→ **Information shown**

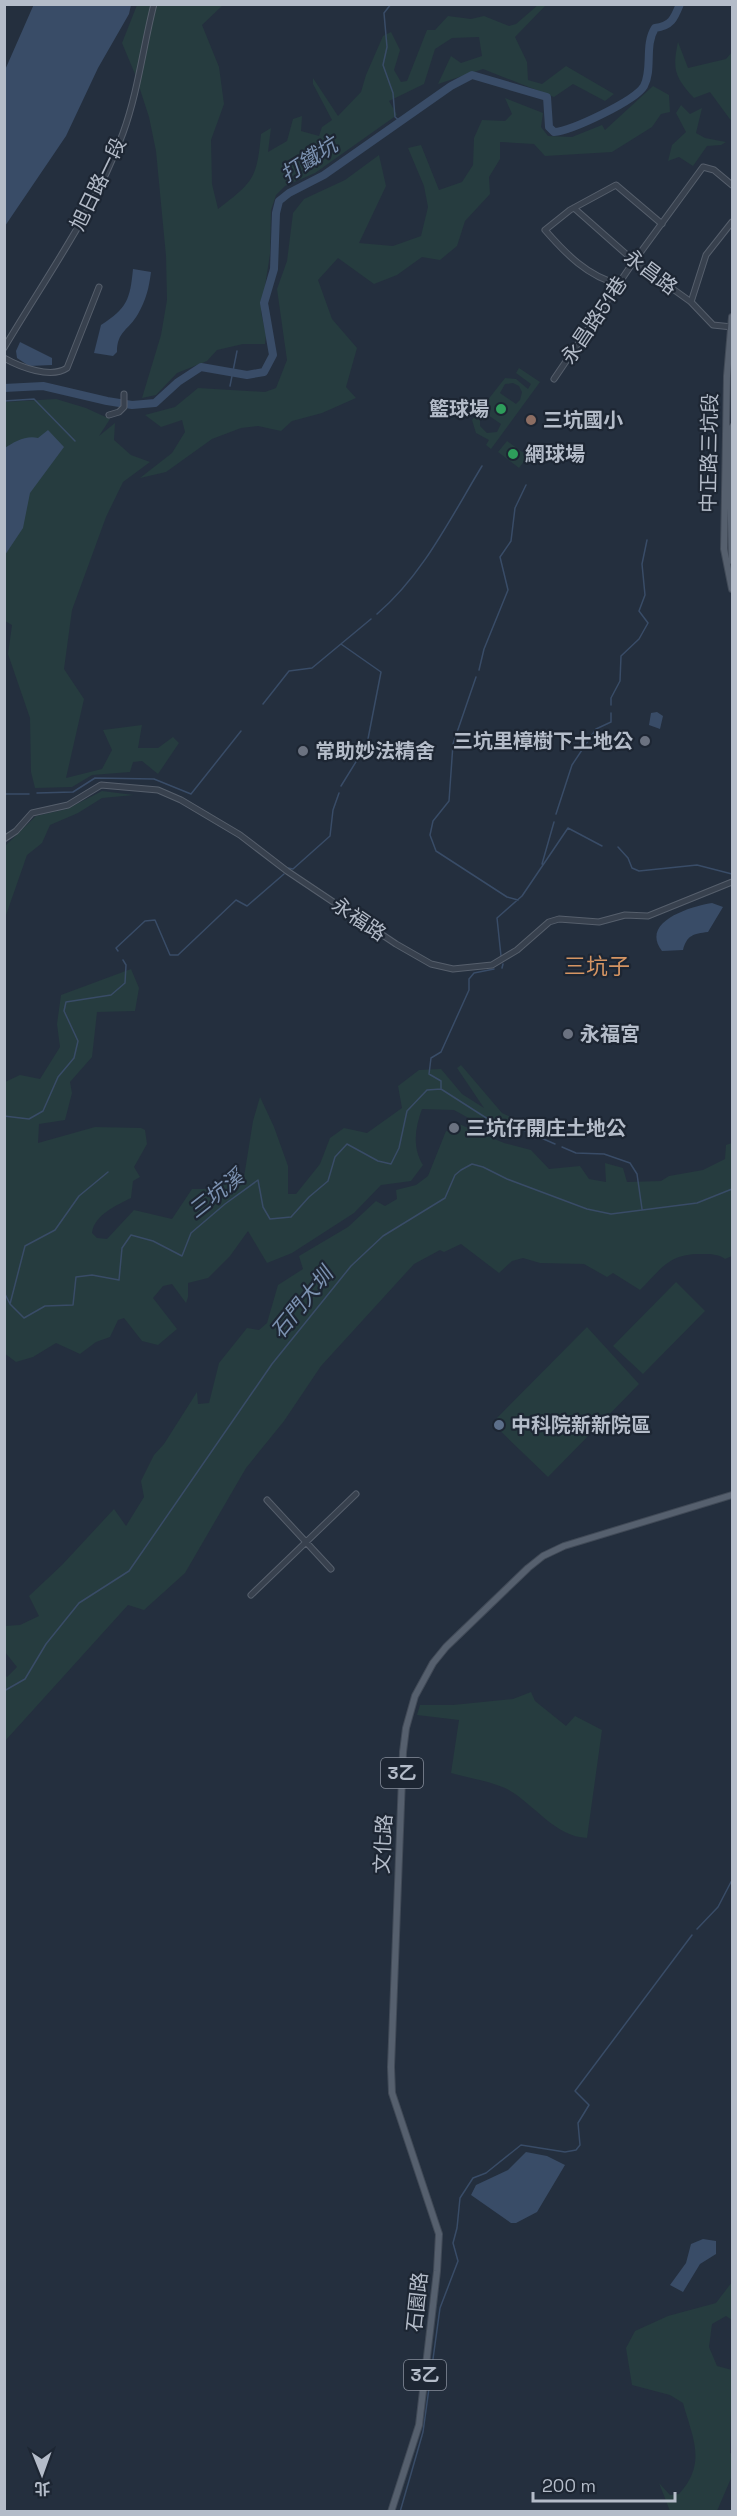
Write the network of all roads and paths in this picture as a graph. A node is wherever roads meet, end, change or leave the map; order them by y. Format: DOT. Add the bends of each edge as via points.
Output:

--

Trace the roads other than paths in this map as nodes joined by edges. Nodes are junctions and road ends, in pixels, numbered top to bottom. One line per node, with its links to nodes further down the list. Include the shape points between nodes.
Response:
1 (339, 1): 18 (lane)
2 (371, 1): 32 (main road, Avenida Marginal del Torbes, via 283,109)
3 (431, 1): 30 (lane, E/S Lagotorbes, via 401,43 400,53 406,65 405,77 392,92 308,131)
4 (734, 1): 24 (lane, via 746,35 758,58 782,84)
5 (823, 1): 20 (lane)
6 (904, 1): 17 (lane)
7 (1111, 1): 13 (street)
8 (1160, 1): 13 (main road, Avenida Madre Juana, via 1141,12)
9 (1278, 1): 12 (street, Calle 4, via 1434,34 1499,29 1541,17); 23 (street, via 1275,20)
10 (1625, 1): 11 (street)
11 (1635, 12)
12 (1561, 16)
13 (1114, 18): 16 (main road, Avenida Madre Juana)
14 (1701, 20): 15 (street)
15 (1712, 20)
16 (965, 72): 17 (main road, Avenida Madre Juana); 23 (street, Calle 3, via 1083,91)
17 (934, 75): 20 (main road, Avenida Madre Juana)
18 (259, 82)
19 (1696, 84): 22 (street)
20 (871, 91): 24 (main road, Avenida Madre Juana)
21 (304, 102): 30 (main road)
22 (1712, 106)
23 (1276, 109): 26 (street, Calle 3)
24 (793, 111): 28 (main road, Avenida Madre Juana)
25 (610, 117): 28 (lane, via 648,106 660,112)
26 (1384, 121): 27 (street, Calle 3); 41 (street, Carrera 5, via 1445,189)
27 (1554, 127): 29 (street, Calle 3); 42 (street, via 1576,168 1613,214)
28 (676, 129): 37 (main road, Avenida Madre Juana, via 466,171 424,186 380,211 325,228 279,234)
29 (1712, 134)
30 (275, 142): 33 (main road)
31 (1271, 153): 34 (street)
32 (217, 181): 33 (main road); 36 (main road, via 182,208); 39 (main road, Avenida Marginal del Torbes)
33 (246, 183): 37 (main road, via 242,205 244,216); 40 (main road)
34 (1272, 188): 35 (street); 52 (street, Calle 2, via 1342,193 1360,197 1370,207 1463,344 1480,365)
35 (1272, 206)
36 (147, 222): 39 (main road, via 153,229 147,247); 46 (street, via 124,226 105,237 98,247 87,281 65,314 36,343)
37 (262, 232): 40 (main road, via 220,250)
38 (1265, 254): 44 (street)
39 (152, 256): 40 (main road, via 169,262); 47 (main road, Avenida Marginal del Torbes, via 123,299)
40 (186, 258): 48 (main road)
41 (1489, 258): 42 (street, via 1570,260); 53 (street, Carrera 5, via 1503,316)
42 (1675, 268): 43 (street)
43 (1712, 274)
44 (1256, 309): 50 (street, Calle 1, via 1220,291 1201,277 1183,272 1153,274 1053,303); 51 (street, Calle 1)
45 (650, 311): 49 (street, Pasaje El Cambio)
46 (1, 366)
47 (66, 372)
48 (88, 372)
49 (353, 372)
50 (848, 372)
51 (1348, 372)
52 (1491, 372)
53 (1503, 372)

→ **What is expected**
Search the material for the word "paths". Each line where it is found must be copied.

→ **Response below**
Write the network of all roads and paths in this picture as a graph. A node is wherever roads meet, end, change or leave the map; order them by y. Format: DOT. Add the bends of each edge as via points.
Trace the roads other than paths in this map as nodes joined by edges. Nodes are junctions and road ends, in pixels, numbered top to bottom. One line per node, with its links to nodes further down the list. Include the shape points between nodes.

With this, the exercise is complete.